All that should be output is the block of lines below from the line with "void draw(SkCanvas* canvas)" to the line with "paint.setAntiAlias(true);", both included, exactly as written.

ENTRIES SUPPLIED below:

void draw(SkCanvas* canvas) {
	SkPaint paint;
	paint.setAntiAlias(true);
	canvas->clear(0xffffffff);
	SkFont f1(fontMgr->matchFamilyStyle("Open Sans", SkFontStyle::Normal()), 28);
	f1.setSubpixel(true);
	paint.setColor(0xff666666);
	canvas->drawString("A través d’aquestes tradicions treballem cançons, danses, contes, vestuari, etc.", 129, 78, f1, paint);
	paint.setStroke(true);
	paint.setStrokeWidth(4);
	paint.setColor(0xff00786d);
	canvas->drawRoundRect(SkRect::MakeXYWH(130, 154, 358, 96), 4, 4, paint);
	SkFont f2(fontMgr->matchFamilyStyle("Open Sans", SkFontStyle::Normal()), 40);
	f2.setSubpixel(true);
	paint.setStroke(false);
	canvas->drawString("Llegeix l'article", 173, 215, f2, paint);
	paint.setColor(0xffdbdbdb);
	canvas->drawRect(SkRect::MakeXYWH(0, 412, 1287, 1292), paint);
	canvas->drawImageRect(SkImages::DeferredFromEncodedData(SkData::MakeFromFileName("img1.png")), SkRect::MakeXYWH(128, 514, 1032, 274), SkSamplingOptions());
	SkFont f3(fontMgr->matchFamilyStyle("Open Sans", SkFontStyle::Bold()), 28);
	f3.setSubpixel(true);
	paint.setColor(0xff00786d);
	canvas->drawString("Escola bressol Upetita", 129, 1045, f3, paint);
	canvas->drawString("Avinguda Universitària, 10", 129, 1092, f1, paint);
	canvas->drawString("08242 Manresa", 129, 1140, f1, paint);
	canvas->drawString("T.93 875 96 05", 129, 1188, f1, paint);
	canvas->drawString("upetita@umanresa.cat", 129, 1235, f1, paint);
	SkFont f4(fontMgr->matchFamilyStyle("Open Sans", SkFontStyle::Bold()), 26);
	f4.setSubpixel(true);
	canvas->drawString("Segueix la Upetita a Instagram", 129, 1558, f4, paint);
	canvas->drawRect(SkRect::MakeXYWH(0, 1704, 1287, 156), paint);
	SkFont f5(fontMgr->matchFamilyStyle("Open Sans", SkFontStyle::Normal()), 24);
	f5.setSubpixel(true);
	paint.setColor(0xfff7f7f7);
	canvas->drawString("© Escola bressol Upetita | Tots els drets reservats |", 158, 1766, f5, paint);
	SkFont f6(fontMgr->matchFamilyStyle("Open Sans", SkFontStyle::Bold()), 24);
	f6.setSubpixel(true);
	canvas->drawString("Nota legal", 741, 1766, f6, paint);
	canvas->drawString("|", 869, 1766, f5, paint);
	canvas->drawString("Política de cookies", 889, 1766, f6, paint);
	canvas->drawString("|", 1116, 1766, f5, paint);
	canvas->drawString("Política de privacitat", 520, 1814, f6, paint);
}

End of ENTRIES SUPPLIED.
ENTRIES SUPPLIED below:

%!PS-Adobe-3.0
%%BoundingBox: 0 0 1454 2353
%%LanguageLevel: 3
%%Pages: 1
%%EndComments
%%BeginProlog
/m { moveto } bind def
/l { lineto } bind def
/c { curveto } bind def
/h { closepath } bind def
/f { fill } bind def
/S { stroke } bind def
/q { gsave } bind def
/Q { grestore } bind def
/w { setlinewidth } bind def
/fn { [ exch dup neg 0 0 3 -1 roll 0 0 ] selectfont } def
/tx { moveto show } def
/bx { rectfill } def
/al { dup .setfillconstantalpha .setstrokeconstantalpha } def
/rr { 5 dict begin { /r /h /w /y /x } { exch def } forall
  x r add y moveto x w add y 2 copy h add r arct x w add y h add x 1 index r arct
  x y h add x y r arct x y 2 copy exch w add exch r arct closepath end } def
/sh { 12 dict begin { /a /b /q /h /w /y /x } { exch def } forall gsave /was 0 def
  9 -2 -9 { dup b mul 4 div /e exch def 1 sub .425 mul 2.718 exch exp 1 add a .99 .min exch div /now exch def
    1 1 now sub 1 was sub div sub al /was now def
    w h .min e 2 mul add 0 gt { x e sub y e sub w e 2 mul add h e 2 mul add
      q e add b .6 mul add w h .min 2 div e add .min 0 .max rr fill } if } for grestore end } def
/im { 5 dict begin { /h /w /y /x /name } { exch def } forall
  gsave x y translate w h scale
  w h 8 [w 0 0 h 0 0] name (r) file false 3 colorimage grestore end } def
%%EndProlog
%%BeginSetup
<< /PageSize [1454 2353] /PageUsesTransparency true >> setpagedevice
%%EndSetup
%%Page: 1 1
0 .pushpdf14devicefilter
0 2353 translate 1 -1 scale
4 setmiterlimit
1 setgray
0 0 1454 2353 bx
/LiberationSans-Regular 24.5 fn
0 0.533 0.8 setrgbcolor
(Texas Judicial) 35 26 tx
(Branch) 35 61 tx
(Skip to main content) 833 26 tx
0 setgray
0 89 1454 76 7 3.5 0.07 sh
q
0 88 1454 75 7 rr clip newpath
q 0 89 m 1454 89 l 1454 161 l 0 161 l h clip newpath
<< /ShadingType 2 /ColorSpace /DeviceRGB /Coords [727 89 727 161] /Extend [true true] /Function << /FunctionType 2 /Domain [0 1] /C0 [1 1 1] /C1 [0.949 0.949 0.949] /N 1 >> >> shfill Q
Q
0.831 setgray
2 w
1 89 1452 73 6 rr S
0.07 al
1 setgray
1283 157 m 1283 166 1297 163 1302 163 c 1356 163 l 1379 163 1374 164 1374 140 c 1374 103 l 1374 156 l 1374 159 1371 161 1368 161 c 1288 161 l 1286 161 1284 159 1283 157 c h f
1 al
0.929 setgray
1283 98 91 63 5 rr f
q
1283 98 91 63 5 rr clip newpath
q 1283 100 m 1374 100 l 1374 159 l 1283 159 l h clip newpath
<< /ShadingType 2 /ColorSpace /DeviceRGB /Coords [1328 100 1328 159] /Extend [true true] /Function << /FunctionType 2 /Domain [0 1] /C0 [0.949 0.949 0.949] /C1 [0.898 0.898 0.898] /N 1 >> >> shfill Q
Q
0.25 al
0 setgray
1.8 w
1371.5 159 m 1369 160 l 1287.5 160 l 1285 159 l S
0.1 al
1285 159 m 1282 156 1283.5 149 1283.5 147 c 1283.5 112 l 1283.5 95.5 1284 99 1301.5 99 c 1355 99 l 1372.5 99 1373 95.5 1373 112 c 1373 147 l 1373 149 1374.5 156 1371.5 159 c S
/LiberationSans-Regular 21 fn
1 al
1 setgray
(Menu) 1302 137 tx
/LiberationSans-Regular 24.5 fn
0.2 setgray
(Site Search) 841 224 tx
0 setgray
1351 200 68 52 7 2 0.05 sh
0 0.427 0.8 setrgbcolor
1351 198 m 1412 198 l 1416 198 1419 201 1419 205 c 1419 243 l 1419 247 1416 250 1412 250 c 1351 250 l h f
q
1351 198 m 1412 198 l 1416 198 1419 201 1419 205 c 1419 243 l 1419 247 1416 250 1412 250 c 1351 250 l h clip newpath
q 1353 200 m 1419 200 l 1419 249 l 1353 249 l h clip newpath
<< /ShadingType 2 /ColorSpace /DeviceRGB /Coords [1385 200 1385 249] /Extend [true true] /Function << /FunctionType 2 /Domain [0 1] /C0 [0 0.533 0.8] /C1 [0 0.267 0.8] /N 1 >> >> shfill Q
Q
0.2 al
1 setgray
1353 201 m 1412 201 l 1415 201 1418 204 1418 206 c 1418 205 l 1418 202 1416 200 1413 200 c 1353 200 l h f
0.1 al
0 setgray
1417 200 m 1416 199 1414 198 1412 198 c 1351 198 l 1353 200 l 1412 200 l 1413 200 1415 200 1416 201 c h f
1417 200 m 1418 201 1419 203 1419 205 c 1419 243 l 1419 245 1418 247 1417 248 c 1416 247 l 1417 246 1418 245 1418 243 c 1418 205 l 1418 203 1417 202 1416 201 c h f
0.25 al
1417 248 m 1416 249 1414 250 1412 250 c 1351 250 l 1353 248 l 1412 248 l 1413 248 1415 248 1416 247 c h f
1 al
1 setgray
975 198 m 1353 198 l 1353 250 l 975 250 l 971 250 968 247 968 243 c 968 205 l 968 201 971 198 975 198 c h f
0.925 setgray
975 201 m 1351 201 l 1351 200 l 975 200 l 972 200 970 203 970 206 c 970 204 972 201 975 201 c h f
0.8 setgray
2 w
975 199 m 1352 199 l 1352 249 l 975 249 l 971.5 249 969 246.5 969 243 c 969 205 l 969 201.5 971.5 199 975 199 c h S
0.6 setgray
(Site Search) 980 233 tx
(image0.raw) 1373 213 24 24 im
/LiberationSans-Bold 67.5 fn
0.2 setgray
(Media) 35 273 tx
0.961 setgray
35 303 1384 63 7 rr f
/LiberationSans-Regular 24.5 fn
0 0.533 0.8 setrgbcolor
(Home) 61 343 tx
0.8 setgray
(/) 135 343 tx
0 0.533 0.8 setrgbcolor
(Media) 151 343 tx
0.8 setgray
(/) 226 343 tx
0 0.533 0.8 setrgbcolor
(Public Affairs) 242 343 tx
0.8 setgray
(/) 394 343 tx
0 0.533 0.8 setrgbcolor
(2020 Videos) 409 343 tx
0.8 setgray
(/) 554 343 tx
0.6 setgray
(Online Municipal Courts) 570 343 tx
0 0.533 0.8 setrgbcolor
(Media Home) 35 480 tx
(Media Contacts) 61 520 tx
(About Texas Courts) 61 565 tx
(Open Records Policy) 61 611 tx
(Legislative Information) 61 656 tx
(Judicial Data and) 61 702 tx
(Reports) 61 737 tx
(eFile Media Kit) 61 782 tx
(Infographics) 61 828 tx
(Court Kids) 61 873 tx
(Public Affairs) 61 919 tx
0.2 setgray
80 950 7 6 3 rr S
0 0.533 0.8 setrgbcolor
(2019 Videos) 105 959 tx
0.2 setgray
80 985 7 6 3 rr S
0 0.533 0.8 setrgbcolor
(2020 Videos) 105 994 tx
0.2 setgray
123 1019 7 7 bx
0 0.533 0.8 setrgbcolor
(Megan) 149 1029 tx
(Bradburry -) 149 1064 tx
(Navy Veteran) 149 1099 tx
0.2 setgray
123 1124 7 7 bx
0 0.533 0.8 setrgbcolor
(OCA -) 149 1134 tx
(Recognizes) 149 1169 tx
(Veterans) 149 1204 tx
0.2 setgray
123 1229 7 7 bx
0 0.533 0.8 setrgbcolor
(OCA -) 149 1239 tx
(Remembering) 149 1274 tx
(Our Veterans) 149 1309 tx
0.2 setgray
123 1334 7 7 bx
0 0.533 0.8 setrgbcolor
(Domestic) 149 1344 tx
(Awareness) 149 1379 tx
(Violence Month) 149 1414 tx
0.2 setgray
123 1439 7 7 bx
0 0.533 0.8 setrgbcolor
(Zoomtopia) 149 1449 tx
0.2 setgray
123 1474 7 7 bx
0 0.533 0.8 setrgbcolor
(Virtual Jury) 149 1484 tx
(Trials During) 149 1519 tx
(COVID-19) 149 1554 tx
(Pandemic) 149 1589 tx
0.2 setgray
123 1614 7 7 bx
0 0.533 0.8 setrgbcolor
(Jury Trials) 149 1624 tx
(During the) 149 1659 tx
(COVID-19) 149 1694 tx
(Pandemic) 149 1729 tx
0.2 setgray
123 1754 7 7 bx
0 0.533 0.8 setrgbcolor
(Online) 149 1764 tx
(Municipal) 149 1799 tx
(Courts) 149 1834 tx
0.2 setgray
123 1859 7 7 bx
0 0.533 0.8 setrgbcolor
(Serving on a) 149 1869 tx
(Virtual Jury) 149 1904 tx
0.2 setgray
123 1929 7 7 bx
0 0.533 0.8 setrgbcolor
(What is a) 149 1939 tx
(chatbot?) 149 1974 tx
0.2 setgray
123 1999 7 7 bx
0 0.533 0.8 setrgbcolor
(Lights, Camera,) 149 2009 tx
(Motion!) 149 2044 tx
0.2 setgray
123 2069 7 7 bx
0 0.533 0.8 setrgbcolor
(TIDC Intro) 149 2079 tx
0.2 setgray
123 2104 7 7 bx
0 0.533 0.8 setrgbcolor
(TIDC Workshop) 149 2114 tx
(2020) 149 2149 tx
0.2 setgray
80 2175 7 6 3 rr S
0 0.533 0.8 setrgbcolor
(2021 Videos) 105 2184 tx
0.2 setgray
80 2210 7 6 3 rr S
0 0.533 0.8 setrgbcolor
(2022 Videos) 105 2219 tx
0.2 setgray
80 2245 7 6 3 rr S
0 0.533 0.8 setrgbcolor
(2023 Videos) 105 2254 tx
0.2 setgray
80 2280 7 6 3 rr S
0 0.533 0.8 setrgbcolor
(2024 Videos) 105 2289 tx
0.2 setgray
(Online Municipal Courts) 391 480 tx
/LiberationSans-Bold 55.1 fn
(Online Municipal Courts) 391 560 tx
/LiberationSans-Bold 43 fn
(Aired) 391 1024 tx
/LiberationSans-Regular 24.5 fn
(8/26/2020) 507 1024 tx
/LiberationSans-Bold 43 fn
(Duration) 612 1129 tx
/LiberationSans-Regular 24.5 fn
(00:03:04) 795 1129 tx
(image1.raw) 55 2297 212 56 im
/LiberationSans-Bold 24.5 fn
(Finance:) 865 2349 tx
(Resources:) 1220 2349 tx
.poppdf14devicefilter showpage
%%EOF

End of ENTRIES SUPPLIED.

» **ANSWER TO THIS EXERCISE**
void draw(SkCanvas* canvas) {
	SkPaint paint;
	paint.setAntiAlias(true);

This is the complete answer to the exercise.